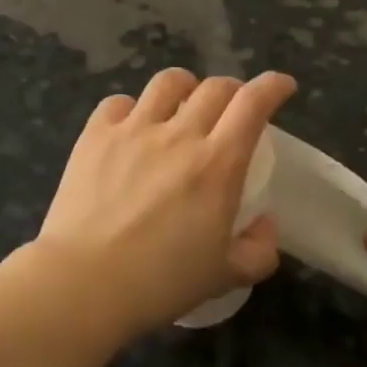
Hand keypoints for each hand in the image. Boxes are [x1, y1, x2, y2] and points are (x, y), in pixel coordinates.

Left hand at [32, 68, 296, 337]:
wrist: (84, 282)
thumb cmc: (159, 283)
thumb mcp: (225, 277)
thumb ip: (259, 250)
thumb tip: (266, 223)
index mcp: (217, 165)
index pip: (252, 104)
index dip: (272, 86)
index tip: (282, 86)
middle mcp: (178, 135)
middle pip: (213, 87)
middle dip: (232, 89)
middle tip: (233, 107)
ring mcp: (133, 130)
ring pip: (167, 83)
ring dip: (185, 87)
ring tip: (183, 105)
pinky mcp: (95, 135)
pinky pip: (118, 102)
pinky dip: (132, 108)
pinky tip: (132, 126)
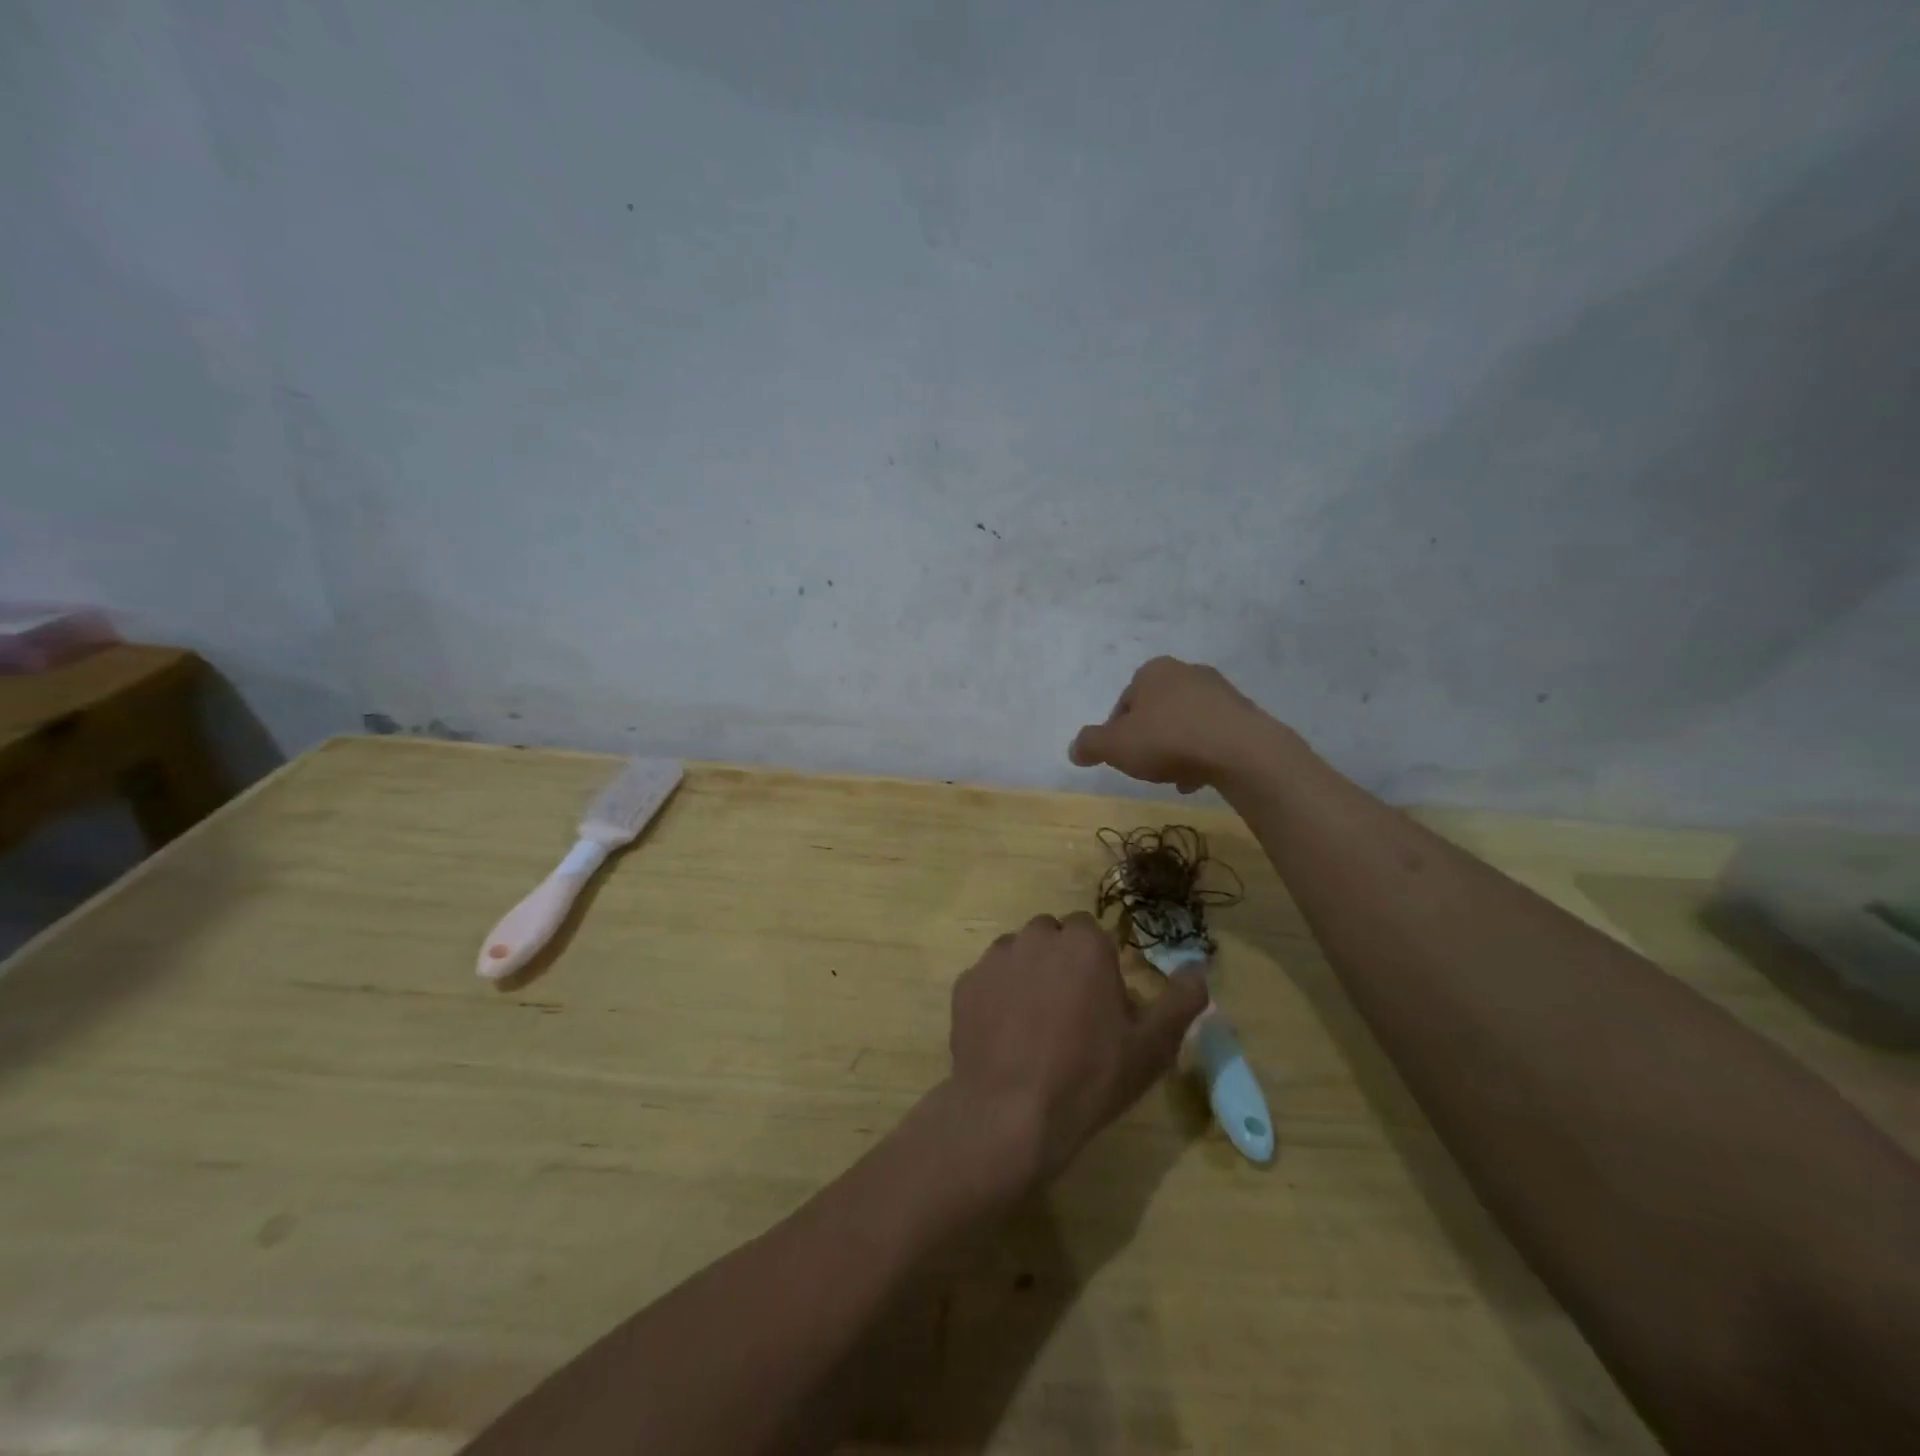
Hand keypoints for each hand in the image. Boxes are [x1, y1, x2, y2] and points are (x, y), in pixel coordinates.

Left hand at [948, 912, 1207, 1184]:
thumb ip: (1181, 999)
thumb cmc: (1091, 1076)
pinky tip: (1005, 1037)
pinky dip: (997, 997)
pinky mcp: (965, 984)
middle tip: (1070, 1013)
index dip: (1097, 963)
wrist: (1011, 1113)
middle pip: (1052, 937)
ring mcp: (995, 959)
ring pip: (1018, 954)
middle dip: (1061, 962)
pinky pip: (988, 980)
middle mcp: (1036, 937)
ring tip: (1034, 1026)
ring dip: (1028, 975)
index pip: (1090, 932)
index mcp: (1083, 942)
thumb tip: (1200, 966)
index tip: (1101, 1001)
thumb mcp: (1152, 1045)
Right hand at [1069, 656, 1277, 791]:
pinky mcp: (1244, 713)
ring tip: (1175, 778)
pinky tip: (1200, 778)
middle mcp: (1186, 672)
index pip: (1124, 703)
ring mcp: (1219, 691)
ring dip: (1176, 749)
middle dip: (1149, 740)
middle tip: (1147, 768)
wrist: (1240, 750)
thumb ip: (1090, 745)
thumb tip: (1074, 749)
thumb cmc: (1168, 740)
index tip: (1122, 757)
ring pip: (1185, 724)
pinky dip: (1203, 753)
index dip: (1117, 733)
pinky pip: (1212, 735)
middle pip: (1156, 713)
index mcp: (1152, 671)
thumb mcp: (1115, 746)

#####

> Task:
Would you retype the lines above from the one with "index dip: (272, 86)" down to the one with "pinky tip: (132, 126)", word for word, both ends included and no other lines?

> Task answer:
index dip: (272, 86)
index tip: (282, 86)
middle mcp: (178, 135)
middle pip: (213, 87)
middle dip: (232, 89)
middle tip: (233, 107)
ring mcp: (133, 130)
ring pip: (167, 83)
ring dip: (185, 87)
ring tip: (183, 105)
pinky mcp: (95, 135)
pinky pip: (118, 102)
pinky dip: (132, 108)
pinky tip: (132, 126)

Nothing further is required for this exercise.